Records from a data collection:
---------------
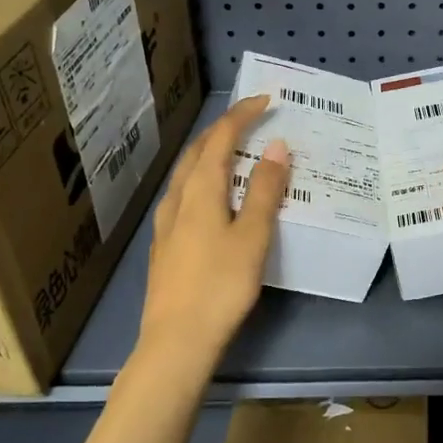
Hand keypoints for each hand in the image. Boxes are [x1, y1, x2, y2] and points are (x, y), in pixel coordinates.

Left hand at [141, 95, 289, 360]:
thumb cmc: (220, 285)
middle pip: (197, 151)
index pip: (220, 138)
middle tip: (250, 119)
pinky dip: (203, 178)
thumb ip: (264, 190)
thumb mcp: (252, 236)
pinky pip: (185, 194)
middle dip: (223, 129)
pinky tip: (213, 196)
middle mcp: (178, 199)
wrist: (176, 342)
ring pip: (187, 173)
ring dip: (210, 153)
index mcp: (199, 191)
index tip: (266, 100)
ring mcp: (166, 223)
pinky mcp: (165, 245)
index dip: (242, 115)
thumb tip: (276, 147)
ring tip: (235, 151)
---------------
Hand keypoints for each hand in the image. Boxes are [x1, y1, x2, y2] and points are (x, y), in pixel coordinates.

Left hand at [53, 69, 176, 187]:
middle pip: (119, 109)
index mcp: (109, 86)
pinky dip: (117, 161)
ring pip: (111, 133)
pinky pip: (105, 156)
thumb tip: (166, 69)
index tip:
---------------
The required answer is a single number: how many lines above hold the string "pinky".

6